137 I have already discussed this allegation. I do not believe the mother’s account and I believe it is most unlikely that she would, shortly after this, have asked the father to look after H-N and B for at least two weeks if that had been the case. I have seen nothing to make me conclude that the father’s attitude to care of his child is like this.
138 Allegation 21:
“The father retained H-N in France, separating him from his primary caregiver for a period of ten months. Between January 2019 and June 2019 H-N was having video contact with his mother. The father would get angry with H-N when he said he wanted to come home and the father would tell H-N that his mother did not love him.”
In response, the father says:
“By mid-January 2019 the mother demanded getting video contact. The father realistically facilitated the video contact two to three times a week. There was no abuse between the parents except in writing. The mother stopped all contact in June. The father denies making any bad comment about the mother to H-N, who never said he wanted to come home.”
139 It is the case that the father retained H-N but I do not find the rest of this allegation proven and it does not accord with the documentation or any other evidence, other than the mother’s which I do not find reliable.
140 Allegation 22:
“H-N would tell the mother repeatedly that the father hit him and that she was not there and that big people hurt little people.”
In response, the father says:
“The father has never struck or smacked H-N in any way.”

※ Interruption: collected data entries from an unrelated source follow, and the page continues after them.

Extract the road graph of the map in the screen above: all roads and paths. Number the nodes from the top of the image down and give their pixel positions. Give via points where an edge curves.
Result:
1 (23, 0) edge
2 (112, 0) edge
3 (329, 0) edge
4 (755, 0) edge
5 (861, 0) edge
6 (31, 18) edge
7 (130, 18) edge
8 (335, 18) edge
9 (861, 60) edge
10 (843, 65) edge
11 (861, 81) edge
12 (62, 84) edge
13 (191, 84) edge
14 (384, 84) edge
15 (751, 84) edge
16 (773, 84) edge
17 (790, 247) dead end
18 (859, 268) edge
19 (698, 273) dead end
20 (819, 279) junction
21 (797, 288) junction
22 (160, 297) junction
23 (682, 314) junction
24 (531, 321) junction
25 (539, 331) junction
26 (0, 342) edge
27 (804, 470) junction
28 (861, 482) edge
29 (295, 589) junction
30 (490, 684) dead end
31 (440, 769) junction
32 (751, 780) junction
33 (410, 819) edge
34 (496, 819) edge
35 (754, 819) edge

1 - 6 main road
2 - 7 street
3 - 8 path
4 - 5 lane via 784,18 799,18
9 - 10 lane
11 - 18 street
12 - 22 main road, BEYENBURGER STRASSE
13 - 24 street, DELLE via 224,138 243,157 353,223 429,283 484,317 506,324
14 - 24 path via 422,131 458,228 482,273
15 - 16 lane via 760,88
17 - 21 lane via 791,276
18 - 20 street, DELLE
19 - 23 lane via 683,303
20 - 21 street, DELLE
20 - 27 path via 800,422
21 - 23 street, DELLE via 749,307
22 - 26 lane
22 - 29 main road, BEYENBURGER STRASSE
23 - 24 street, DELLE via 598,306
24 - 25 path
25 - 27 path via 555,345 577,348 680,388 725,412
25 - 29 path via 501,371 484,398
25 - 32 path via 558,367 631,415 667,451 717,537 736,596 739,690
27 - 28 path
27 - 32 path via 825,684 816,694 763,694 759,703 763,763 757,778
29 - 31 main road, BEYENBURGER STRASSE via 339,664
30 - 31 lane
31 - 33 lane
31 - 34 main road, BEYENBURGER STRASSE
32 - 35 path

141 I do not find, on the balance of probability, that the father treated H-N in this way. The mother’s own report in early 2019, as I have already said, is different. The father does not strike me as such a man. On the balance of probability, I find that H-N has not said such things to the mother and that the father has not done such things.
Conclusion
142 Therefore, the admissions which father gave the Court of Appeal in January 2021 stand and, after very careful consideration over five days in court subsequently, I have found only one further allegation partly proven relating to the delay in getting H-N attended to in hospital when H-N had a skull fracture. I have made various comments about both parents’ behaviour over the course of their relationship.
143 The father did not seek formal findings against the mother but has raised many concerns about matters which are relevant to H-N’s care during these proceedings. There will be a directions hearing next week where I hope to hear the Children’s Guardian’s proposals as to the way forward. I expect to hear positive proposals about H-N spending time with his father as the case continues. From now on my focus will be on what arrangements will best meet H-N’s needs developmentally, educationally, psychologically, emotionally and physically.
144 I also want to say that it is not too late even now for there to be an attempt to see if compromises can be reached so that H-N is able to have both parents playing a full part in his life once more.
145 That is the judgment of the court.